Notes From CS Undergrad Courses FSU
This project is maintained by awa03
# First We Must Import openCV
import cv2 as cv
# Then to display an image we must first create a variable containing the image
img = cv.imread('image.jpg')
# Now display the image
cv.imshow('Input Image', img)
# Used to await keyboard entry
cv.waitKey()
The image type is held as <type 'numpy.ndarray'>
this can be seen through the command type(img)
.
First covering loading colored images into grey scale, we accomplish this by using the following commands
import cv2 as cv
gray_img = cv.imread('input/path/image.jpg', cv.IMREAD_GRAYSCALE)
# Saving into a file
cv.imwrite('output/path/image.jpg', gray_img)
The above code will load a file in and convert it to grey scale, in this case overwriting the previous save.
Refers to a way of organizing colors. A color space is a combination of a color model and a mapping function. This (color models) allows us to represent the color values as tuples. There are a few different color spaces that can be used in various use cases:
In converting between color spaces we have around 190 options.

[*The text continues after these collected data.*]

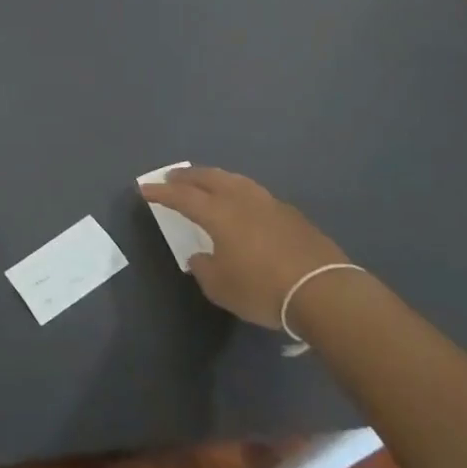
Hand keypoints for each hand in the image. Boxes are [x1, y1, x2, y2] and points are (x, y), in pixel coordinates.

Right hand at [139, 167, 351, 329]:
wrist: (322, 290)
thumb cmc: (262, 289)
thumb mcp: (221, 287)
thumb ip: (204, 268)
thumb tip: (200, 257)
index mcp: (218, 213)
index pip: (182, 196)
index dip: (161, 192)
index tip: (144, 188)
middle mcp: (241, 199)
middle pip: (209, 178)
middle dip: (187, 176)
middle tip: (172, 176)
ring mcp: (268, 202)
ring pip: (234, 180)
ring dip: (214, 177)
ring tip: (205, 181)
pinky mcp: (290, 213)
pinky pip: (254, 192)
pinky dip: (238, 190)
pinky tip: (241, 201)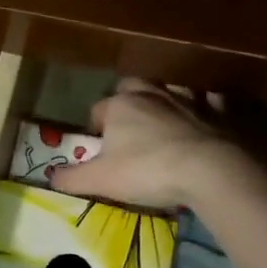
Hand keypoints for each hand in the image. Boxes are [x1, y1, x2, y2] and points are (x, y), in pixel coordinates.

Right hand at [47, 79, 246, 210]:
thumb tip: (49, 176)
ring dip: (162, 100)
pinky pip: (209, 100)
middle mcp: (151, 94)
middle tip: (127, 127)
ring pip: (169, 89)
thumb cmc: (147, 171)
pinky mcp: (217, 112)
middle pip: (132, 87)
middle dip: (126, 100)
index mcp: (119, 106)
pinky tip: (203, 117)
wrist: (209, 170)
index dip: (95, 129)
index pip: (97, 110)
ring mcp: (187, 99)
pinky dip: (204, 106)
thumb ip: (71, 178)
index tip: (98, 149)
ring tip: (160, 120)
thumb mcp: (100, 180)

To view the options enter the following:
import cv2
print [x for x in dir(cv2) if x.startswith('COLOR_')]
Now we can use these options to convert from one color space to another.
import cv2 as cv
# dont need to do -- I will prob switch to cv2 soon
img = # same deal -- IMPORT AN IMAGE
# --------- Conversion ---------- #
gray_img = cv2.cvtColor(img, cv2.COLOR_BGR2GRAY)

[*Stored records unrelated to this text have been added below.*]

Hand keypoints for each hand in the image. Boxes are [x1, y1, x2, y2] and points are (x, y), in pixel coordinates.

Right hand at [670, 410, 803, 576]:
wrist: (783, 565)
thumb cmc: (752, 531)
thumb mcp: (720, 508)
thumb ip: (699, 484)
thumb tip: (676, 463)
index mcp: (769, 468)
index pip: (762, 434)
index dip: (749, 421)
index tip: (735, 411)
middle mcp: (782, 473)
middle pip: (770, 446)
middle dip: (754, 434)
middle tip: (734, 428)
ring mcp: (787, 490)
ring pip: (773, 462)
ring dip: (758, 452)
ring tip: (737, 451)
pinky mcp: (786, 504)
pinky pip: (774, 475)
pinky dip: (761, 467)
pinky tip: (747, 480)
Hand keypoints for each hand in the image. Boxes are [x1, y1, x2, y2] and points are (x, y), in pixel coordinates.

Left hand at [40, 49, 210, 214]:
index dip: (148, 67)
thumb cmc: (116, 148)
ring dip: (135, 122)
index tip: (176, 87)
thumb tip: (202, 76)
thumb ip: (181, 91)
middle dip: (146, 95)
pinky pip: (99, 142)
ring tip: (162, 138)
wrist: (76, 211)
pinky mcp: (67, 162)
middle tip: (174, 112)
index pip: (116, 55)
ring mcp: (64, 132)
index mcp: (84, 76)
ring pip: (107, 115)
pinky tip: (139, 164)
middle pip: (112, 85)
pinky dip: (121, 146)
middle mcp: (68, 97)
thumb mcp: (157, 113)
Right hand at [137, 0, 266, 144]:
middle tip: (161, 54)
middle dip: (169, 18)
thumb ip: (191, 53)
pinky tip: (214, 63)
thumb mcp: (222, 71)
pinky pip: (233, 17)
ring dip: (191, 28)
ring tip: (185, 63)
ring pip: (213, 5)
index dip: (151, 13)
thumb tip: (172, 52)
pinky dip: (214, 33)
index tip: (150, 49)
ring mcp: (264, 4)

cv2.imshow('Grayscale image', gray_img)
# To Convert to YUV ------------- #
yuv_img = cv2.cvtColor(img, cv2.COLOR_BGR2YUV)
cv2.waitKey()
If we wish to separate the separate panels in the YUV color space we can do this using
cv2.imshow('Y channel', yuv_img[:, :, 0])
cv2.imshow('U channel', yuv_img[:, :, 1])
cv2.imshow('V channel', yuv_img[:, :, 2])
We can also convert the image to HSV using the following command
hsv_img = cv2.cvtColor(img, cv2.COLOR_BGR2HSV)
cv2.imshow('HSV image', hsv_img)
We can again separate the channels using the same methodology
cv2.imshow('H channel', hsv_img[:, :, 0])
cv2.imshow('S channel', hsv_img[:, :, 1])
cv2.imshow('V channel', hsv_img[:, :, 2])
cv2.waitKey()
"Let’s say we want to move the image within our frame of reference. In computer vision terminology, this is referred to as translation."
# ---------------- Imports ---------------- #
import cv2
import numpy as np
# ---------------- Reading ---------------- #
img = cv2.imread('images/input.jpg')
# ---------------- Translate ---------------- #
num_rows, num_cols = img.shape[:2]
translation_matrix = np.float32([ [1,0,70], [0,1,110] ])
img_translation = cv2.warpAffine(img, translation_matrix, (num_cols,
num_rows))
cv2.imshow('Translation', img_translation)
cv2.waitKey()
We are shifting the image by subtracting from either the x or y values of the image. In order to do this we are creating a translation matrix. The next line cv2.warpAffine(img, translation_matrix, (num_cols, num_rows))
is applying this translation to our image, and maintaining the original values of the view container. We can make the image entirely visible by modifying the line as such;
# Adding padding to ensure image is not cropped
img_translation = cv2.warpAffine(img, translation_matrix, (num_cols + 70,
num_rows + 110))
# num_col + x is increasing the columns
# num_rows + y is increasing the rows
We need to again create a matrix in order to adjust the image. In order to do this we use the following line:
matrix = cv2.getRotationMatrix2D((num_cols/2, num_rows/2), 30, 1)
This line can then be applied again using warpAffine
.
cv2.warpAffine(img, rotation_matrix, (num_cols, num_rows))
Rotation must be understood mathematically. Rotation is also a form of translation, which we can create using the following matrix
c = [ [cosø, -sinø] ,
[sinø, cosø ] ]
ø represents the angle of rotation in the counter clockwise direction. We can specify the point in which the image is rotated around, using getRotationMatrix2D
. Then we use warpAffine
to apply this matrix.
One of the most common operations in computer vision is image scaling. This can be accomplished by using the resize
functionality.
img_scaled = cv2.resize(img,None,fx=1.2, fy=1.2, interpolation =
cv2.INTER_LINEAR)
cv2.imshow('Scaling - Linear Interpolation', img_scaled) img_scaled =
cv2.resize(img,None,fx=1.2, fy=1.2, interpolation = cv2.INTER_CUBIC)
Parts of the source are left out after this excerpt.